(Task instructions) Wherever a line in the records contains the word "Avenue", return that line.
Exercise inputs Start Marker
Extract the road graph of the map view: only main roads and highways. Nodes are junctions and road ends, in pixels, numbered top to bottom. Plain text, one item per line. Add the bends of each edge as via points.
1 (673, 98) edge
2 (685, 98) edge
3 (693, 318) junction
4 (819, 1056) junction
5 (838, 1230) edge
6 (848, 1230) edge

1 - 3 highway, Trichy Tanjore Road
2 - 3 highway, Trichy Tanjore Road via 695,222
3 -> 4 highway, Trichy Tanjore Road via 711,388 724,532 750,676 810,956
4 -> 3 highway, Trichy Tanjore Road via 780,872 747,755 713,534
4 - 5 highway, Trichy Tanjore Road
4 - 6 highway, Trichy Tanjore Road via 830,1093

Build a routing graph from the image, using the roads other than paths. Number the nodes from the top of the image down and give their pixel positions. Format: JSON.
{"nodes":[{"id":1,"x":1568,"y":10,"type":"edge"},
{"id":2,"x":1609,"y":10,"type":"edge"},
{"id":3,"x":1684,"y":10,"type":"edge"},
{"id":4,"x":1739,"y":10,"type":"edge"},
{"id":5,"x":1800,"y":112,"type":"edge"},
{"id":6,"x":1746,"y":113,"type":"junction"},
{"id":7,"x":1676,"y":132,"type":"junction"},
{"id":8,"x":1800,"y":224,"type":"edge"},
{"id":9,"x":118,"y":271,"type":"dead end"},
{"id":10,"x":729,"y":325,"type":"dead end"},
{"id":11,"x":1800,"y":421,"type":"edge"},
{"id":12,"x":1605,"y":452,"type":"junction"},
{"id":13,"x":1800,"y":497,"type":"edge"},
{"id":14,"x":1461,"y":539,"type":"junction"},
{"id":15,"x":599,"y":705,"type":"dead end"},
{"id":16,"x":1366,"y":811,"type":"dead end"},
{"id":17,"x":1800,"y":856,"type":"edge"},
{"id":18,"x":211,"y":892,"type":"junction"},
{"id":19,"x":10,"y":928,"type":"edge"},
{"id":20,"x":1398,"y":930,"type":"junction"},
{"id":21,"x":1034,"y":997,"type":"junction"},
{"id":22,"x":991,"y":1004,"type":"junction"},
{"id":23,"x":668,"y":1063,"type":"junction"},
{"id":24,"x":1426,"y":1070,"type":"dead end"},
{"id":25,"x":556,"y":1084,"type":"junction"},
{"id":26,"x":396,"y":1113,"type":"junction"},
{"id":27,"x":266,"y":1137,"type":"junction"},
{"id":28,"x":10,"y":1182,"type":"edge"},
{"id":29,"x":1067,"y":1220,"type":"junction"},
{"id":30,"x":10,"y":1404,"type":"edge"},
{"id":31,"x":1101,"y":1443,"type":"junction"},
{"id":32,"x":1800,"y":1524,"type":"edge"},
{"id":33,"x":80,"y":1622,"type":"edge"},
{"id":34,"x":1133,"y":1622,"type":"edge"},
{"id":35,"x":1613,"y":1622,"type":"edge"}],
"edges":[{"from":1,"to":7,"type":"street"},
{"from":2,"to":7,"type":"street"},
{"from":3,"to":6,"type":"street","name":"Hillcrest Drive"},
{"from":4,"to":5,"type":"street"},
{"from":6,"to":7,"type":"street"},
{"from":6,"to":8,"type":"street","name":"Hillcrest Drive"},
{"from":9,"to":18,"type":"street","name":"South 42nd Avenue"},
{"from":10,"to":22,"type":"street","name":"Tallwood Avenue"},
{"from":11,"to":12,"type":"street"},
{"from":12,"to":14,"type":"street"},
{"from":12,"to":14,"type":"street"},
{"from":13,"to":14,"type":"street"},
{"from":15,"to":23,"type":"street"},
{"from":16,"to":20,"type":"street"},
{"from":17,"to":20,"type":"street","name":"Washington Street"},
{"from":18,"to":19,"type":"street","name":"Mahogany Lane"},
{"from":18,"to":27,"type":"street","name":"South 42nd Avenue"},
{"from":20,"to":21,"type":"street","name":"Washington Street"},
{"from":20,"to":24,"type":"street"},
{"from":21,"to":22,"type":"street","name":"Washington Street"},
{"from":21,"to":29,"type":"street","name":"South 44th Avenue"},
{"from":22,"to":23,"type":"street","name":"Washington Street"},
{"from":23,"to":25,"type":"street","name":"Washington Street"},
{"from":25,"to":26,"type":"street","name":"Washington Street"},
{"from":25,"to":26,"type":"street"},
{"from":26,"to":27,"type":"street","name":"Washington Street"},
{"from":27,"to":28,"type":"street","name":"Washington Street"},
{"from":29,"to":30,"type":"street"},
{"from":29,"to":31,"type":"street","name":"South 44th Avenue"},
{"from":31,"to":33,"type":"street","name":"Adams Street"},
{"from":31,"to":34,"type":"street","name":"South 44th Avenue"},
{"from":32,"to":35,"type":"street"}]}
Exercise inputs End Marker
(Written answer)
{"from":9,"to":18,"type":"street","name":"South 42nd Avenue"},
{"from":10,"to":22,"type":"street","name":"Tallwood Avenue"},
{"from":18,"to":27,"type":"street","name":"South 42nd Avenue"},
{"from":21,"to":29,"type":"street","name":"South 44th Avenue"},
{"from":29,"to":31,"type":"street","name":"South 44th Avenue"},
{"from":31,"to":34,"type":"street","name":"South 44th Avenue"},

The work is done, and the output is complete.